Eine ganze Schar Degerlocher Gänse muss nicht in den Stall. Gänsewirt Rolf Wais erhält eine Ausnahmeregelung vom Veterinäramt. Im Gegenzug wird er geschlachtete oder verendete Tiere auf das für Geflügel gefährliche Vogelgrippevirus untersuchen lassen.

Degerloch - Ein Stück weit haben es die Gänse von Rolf Wais aus Degerloch den Füchsen zu verdanken, dass sie auch in Zeiten der Vogelgrippe den Himmel sehen dürfen. Die natürlichen Fressfeinde schleichen sich im Dunkeln an – auf der Suche nach einem appetitlichen Happen. Deshalb ist abends für die Tiere Schluss mit dem Freigang auf dem Gelände des Gänsehofs an der Epplestraße. „Wir haben dem Veterinäramt klargemacht, dass unsere Tiere ohnehin nur für eine gewisse Zeit nicht im Stall sind“, sagt Wais.

 

Das allein hat die Verwaltung aber nicht bewogen, eine Ausnahme von einer Regelung zu treffen, die seit jüngster Zeit in ganz Baden-Württemberg gilt. In der vergangenen Woche wurde eine Stallungspflicht für Geflügel beschlossen. Diese soll verhindern, dass Nutztiere mit ihren wilden Artgenossen in Kontakt kommen. Denn diese haben – vor allem im Norden von Deutschland – bereits das Influenzavirus H5N8 verbreitet.

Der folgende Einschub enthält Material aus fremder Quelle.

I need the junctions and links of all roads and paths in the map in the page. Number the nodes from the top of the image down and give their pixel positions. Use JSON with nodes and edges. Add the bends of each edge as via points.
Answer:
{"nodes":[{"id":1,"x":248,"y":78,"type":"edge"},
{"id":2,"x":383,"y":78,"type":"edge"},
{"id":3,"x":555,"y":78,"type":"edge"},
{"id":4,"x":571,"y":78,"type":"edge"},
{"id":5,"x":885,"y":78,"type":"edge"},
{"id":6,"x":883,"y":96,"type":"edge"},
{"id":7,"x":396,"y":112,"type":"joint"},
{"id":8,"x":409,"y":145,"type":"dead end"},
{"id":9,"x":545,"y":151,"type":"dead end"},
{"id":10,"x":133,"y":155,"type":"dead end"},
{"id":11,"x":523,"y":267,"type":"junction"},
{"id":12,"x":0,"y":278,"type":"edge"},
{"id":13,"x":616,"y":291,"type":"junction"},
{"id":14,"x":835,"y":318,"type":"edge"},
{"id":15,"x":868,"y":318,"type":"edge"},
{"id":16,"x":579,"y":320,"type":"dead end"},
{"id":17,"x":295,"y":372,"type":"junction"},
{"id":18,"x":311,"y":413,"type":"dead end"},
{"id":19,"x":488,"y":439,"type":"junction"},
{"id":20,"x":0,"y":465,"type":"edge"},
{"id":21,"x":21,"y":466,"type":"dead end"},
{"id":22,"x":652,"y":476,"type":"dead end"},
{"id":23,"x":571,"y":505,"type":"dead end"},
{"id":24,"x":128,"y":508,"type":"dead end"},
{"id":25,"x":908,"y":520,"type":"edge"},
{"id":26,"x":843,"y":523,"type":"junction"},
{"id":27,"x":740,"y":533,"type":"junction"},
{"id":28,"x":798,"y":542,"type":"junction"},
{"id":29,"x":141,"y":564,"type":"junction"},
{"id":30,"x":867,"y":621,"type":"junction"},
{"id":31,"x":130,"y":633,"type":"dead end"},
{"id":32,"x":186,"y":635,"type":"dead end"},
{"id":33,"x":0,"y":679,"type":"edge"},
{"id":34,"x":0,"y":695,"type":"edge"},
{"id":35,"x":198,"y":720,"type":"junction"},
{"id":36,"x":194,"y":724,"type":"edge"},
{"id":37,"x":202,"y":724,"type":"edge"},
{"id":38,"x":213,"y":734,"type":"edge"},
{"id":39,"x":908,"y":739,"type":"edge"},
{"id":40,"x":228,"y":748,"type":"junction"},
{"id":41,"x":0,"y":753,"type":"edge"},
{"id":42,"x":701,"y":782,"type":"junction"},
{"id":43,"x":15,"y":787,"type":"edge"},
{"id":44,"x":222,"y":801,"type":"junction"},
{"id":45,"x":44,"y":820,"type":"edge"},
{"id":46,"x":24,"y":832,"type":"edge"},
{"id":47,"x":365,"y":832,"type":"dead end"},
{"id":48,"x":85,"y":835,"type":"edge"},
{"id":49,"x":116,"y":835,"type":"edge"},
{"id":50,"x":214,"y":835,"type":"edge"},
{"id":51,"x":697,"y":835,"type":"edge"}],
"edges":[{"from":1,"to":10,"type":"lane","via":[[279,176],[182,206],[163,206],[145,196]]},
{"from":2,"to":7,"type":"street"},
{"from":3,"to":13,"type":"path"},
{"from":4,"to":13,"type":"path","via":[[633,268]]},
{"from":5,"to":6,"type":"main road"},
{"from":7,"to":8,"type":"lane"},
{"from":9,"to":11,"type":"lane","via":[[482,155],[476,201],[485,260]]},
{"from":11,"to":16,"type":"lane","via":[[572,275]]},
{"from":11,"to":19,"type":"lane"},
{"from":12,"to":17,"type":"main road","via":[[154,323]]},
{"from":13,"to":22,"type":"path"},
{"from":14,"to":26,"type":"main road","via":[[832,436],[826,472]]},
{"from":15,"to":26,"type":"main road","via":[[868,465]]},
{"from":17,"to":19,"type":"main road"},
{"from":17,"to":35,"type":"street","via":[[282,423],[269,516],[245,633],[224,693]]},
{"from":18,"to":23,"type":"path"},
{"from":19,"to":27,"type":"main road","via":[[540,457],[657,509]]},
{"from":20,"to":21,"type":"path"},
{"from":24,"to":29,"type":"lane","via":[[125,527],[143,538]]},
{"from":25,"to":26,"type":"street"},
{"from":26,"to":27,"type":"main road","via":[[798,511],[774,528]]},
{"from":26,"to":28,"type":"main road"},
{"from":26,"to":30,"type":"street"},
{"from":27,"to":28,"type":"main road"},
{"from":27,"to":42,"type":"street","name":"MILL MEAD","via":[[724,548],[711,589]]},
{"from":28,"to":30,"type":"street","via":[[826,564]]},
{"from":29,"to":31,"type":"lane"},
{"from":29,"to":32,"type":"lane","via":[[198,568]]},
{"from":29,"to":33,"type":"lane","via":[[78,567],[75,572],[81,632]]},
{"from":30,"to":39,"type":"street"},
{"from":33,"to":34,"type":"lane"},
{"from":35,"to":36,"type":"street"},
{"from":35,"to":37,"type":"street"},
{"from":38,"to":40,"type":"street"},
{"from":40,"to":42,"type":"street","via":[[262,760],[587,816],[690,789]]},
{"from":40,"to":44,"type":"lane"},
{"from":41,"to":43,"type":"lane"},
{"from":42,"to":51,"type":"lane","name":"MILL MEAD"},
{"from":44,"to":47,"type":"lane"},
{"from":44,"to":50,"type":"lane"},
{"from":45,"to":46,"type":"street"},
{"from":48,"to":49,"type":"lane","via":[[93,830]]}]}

Blutproben werden untersucht

Für den Gänsebetrieb in Degerloch soll diese Regelung nicht gelten, sagt Rolf Wais. Er bekomme vom Veterinäramt eine Ausnahmegenehmigung, die es ihm für eine bestimmte Anzahl von Stunden am Tag gestattet, seinen Tieren Auslauf auf der Gänseweide zu gewähren. Wais hat sich im Gegenzug verpflichtet, bei Schlachtungen Blutproben entnehmen zu lassen. Diese werden dann im Labor auf das Vogelgrippevirus untersucht.

Hartmut Mayle von der Dienststelle Veterinärwesen nennt eine weitere Pflicht, die der Betrieb in den kommenden Wochen erfüllen muss: „Sollte eine Gans verenden, muss sie auf Kosten des Besitzers virologisch untersucht werden.“ Er begründet die Entscheidung des Veterinäramts damit, dass der Gänsebestand von Rolf Wais in den kommenden Wochen geschlachtet wird. „Vor Weihnachten fällt er ohnehin auf Null.“ Zum anderen hätte eine Stallungspflicht für viele Gänse das vorzeitige Ende bedeutet. „Da wären viele gestorben, weil sie die Enge nicht vertragen hätten“, sagt Mayle.

Öffentliche Aufregung

Rolf Wais akzeptiert die Bedingungen des Veterinäramts, auch wenn sie für ihn Kosten verursachen werden. „Ich finde es beruhigend, wenn wir nachprüfen, ob alles in Ordnung ist“, sagt der Gänsewirt. Noch in der vergangenen Woche hat Wais dieser Zeitung erklärt, dass sich niemand in der nahen Umgebung Sorgen wegen des Virus machen müsse. Das hat sich nun offenbar geändert. Allerdings sei es immer noch nicht die Krankheit, die ihn nervös mache. „Mich stören die öffentliche Aufregung und die vielen Falschmeldungen. Sie machen die Leute verrückt. Deshalb sind solche Untersuchungen richtig“, sagt der Gänsewirt. Auch einige Kunden hätten sich bei ihm bereits gemeldet. „Sie haben in der vergangenen Woche nachgefragt, warum unsere Gänse noch auf dem Feld sind. Dabei gilt die Stallungspflicht erst nach der Veröffentlichung im Amtsblatt. Da stand die Stallungspflicht aber erst diese Woche“, sagt Rolf Wais.

Trotz des Trubels erwartet Wais ein gutes Geschäft mit seinen Gänsen. Von Zurückhaltung bei den Kunden spüre er nichts. „Es ist eher so, dass manche jetzt erst recht auf regionale Produkte setzen, weil sie keine Gans aus Bayern mehr haben möchten“, sagt der Degerlocher Gänsewirt.

Die Autofahrer auf der Epplestraße werden also auch künftig an einem Feld voller Gänse vorbeifahren – bis kurz vor den Feiertagen im Dezember. Dann geht das Leben der Weihnachtgänse ganz ohne Virusinfektion zu Ende.